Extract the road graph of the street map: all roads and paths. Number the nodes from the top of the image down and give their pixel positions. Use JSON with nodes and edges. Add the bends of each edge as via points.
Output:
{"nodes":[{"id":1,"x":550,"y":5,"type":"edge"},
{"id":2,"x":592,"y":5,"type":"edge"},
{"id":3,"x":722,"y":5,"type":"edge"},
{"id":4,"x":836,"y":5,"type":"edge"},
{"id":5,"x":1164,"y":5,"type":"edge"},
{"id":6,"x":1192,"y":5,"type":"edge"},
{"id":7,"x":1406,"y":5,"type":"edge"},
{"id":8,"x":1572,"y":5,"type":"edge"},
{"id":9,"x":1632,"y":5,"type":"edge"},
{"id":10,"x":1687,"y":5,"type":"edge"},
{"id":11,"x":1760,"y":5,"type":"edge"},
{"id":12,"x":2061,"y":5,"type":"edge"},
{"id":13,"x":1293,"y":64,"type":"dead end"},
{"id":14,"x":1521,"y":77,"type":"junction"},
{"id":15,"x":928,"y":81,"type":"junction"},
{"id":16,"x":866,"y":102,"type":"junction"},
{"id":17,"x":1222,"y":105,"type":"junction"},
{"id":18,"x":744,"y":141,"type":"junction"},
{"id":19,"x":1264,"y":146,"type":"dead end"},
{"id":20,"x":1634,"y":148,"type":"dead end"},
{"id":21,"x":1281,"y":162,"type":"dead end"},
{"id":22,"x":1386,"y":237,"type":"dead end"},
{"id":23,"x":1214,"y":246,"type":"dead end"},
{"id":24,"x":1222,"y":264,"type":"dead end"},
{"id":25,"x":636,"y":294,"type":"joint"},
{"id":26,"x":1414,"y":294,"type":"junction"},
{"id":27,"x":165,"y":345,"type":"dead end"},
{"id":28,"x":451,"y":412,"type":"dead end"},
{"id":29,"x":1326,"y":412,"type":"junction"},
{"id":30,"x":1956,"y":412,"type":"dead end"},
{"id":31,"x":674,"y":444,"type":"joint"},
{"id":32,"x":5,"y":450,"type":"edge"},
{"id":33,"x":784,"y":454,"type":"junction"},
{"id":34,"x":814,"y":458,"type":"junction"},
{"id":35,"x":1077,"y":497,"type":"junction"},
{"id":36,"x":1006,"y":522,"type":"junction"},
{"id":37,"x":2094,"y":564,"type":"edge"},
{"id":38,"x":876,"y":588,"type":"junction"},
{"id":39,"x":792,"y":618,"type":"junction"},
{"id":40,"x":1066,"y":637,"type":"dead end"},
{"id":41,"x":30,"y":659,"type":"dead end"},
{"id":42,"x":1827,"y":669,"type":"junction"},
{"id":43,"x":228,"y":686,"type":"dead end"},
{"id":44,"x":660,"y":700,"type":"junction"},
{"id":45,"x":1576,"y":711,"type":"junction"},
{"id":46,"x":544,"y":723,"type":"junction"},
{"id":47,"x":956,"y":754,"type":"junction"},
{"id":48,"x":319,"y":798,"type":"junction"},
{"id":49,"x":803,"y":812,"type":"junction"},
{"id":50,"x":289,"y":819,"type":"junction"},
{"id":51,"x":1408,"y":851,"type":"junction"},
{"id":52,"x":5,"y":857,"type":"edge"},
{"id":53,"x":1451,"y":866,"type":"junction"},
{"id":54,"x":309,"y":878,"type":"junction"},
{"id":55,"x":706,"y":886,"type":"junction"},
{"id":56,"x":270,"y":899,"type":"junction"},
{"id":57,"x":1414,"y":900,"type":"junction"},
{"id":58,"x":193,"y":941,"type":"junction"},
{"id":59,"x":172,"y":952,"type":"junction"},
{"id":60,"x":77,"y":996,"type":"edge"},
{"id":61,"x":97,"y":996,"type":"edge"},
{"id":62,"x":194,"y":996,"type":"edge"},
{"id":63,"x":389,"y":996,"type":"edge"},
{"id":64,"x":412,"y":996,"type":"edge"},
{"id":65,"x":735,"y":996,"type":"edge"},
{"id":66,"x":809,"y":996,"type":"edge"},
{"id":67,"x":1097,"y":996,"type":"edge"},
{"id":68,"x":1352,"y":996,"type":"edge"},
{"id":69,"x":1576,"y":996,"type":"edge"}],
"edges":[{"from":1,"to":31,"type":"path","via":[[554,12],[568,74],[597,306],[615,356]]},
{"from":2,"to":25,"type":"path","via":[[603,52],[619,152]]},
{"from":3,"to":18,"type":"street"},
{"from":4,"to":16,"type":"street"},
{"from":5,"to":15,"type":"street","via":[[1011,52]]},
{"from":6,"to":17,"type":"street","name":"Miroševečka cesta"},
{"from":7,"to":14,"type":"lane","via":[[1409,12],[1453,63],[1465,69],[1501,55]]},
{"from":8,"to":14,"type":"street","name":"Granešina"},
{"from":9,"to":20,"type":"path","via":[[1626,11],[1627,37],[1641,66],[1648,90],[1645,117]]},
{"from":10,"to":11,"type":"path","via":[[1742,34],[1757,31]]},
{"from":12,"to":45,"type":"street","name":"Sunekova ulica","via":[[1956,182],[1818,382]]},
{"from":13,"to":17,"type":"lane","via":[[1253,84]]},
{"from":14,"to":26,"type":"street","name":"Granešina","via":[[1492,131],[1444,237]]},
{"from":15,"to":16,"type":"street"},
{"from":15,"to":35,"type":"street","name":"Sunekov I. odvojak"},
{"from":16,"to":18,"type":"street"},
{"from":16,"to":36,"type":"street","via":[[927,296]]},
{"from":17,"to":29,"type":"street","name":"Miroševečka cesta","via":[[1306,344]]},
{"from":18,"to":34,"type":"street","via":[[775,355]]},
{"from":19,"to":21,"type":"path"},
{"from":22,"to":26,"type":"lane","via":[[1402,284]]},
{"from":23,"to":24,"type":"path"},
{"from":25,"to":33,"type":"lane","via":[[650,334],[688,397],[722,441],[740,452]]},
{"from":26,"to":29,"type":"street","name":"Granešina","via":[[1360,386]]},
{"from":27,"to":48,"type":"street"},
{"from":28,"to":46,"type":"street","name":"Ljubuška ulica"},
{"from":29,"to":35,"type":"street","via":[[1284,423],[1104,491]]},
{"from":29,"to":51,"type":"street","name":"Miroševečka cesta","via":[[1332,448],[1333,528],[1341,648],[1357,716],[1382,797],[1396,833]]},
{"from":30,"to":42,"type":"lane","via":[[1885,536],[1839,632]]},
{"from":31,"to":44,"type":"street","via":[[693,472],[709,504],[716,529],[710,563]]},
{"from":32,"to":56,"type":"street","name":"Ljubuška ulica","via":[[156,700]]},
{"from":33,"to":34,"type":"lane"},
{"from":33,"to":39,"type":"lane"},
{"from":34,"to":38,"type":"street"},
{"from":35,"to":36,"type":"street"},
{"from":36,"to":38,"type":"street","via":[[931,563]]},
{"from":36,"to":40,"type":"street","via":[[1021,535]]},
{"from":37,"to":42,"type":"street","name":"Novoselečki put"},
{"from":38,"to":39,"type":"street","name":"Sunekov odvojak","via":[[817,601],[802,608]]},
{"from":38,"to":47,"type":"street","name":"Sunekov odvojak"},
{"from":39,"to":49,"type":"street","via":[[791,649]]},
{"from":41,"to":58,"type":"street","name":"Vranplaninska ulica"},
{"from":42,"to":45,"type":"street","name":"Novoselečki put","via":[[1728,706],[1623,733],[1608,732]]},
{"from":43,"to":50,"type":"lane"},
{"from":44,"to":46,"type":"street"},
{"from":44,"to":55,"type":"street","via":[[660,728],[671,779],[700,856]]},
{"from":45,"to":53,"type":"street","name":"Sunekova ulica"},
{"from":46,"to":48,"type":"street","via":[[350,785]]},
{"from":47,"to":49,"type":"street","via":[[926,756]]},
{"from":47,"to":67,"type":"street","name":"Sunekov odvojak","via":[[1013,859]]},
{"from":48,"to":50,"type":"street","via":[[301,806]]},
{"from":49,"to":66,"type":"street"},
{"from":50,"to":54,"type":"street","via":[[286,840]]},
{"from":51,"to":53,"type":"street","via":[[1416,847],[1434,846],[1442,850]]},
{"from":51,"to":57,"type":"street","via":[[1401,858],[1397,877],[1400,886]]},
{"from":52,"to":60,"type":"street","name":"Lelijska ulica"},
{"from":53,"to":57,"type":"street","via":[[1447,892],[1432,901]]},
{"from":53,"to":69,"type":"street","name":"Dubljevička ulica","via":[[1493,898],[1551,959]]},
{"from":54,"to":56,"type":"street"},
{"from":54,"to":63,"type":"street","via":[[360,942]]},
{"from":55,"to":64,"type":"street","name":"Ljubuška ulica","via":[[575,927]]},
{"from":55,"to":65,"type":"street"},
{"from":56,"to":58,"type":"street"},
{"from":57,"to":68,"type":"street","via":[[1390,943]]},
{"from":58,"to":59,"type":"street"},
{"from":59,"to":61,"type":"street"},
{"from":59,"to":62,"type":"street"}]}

* * *

WHAT IS BEING ASKED - Scan the data for the string "nodes" and copy each line in which it occurs.

ANSWER AREA -
Extract the road graph of the street map: all roads and paths. Number the nodes from the top of the image down and give their pixel positions. Use JSON with nodes and edges. Add the bends of each edge as via points.
{"nodes":[{"id":1,"x":550,"y":5,"type":"edge"},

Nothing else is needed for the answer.